- _Exercise_
Each record should be returned exactly as it is written.

- _Listed entries_
•••••

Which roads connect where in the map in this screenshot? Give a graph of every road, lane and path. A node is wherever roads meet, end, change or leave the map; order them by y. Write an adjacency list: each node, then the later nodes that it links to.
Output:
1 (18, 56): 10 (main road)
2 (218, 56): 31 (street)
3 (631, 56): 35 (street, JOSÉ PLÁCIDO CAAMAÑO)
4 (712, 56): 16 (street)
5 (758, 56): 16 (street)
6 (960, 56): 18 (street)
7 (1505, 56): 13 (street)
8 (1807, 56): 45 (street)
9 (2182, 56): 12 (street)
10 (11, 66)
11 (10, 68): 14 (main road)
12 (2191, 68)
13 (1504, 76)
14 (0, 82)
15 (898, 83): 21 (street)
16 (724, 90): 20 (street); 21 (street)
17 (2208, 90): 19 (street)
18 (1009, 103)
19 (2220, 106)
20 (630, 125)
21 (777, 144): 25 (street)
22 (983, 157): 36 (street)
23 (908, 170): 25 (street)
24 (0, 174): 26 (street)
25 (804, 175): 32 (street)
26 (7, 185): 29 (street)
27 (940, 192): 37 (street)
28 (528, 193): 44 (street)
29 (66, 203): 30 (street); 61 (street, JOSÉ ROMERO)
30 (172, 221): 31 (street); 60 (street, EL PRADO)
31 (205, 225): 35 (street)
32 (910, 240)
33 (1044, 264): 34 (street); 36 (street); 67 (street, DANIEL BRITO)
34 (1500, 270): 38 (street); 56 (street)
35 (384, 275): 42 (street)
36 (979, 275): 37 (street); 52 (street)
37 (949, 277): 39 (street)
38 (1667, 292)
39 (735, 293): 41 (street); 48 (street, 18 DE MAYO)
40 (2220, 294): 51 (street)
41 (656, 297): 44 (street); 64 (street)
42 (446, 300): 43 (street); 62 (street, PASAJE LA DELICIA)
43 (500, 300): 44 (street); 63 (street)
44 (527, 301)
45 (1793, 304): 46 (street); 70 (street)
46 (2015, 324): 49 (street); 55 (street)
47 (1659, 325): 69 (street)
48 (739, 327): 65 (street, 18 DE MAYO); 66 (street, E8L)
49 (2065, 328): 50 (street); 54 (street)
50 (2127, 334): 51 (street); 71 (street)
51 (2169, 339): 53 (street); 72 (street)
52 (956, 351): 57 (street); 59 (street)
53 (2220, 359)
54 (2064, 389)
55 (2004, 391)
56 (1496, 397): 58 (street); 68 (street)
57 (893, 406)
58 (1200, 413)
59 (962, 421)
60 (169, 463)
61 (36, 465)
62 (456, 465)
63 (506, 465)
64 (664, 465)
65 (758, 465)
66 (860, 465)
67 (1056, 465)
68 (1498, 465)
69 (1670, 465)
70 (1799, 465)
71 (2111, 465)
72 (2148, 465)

•••••

- _Result of the exercise_
Which roads connect where in the map in this screenshot? Give a graph of every road, lane and path. A node is wherever roads meet, end, change or leave the map; order them by y. Write an adjacency list: each node, then the later nodes that it links to.
Output:
1 (18, 56): 10 (main road)
2 (218, 56): 31 (street)
3 (631, 56): 35 (street, JOSÉ PLÁCIDO CAAMAÑO)
4 (712, 56): 16 (street)
5 (758, 56): 16 (street)
6 (960, 56): 18 (street)
7 (1505, 56): 13 (street)
8 (1807, 56): 45 (street)
9 (2182, 56): 12 (street)
10 (11, 66)
11 (10, 68): 14 (main road)
12 (2191, 68)
13 (1504, 76)
14 (0, 82)
15 (898, 83): 21 (street)
16 (724, 90): 20 (street); 21 (street)
17 (2208, 90): 19 (street)
18 (1009, 103)
19 (2220, 106)
20 (630, 125)
21 (777, 144): 25 (street)
22 (983, 157): 36 (street)
23 (908, 170): 25 (street)
24 (0, 174): 26 (street)
25 (804, 175): 32 (street)
26 (7, 185): 29 (street)
27 (940, 192): 37 (street)
28 (528, 193): 44 (street)
29 (66, 203): 30 (street); 61 (street, JOSÉ ROMERO)
30 (172, 221): 31 (street); 60 (street, EL PRADO)
31 (205, 225): 35 (street)
32 (910, 240)
33 (1044, 264): 34 (street); 36 (street); 67 (street, DANIEL BRITO)
34 (1500, 270): 38 (street); 56 (street)
35 (384, 275): 42 (street)
36 (979, 275): 37 (street); 52 (street)
37 (949, 277): 39 (street)
38 (1667, 292)
39 (735, 293): 41 (street); 48 (street, 18 DE MAYO)
40 (2220, 294): 51 (street)
41 (656, 297): 44 (street); 64 (street)
42 (446, 300): 43 (street); 62 (street, PASAJE LA DELICIA)
43 (500, 300): 44 (street); 63 (street)
44 (527, 301)
45 (1793, 304): 46 (street); 70 (street)
46 (2015, 324): 49 (street); 55 (street)
47 (1659, 325): 69 (street)
48 (739, 327): 65 (street, 18 DE MAYO); 66 (street, E8L)
49 (2065, 328): 50 (street); 54 (street)
50 (2127, 334): 51 (street); 71 (street)
51 (2169, 339): 53 (street); 72 (street)
52 (956, 351): 57 (street); 59 (street)
53 (2220, 359)
54 (2064, 389)
55 (2004, 391)
56 (1496, 397): 58 (street); 68 (street)
57 (893, 406)
58 (1200, 413)
59 (962, 421)
60 (169, 463)
61 (36, 465)
62 (456, 465)
63 (506, 465)
64 (664, 465)
65 (758, 465)
66 (860, 465)
67 (1056, 465)
68 (1498, 465)
69 (1670, 465)
70 (1799, 465)
71 (2111, 465)
72 (2148, 465)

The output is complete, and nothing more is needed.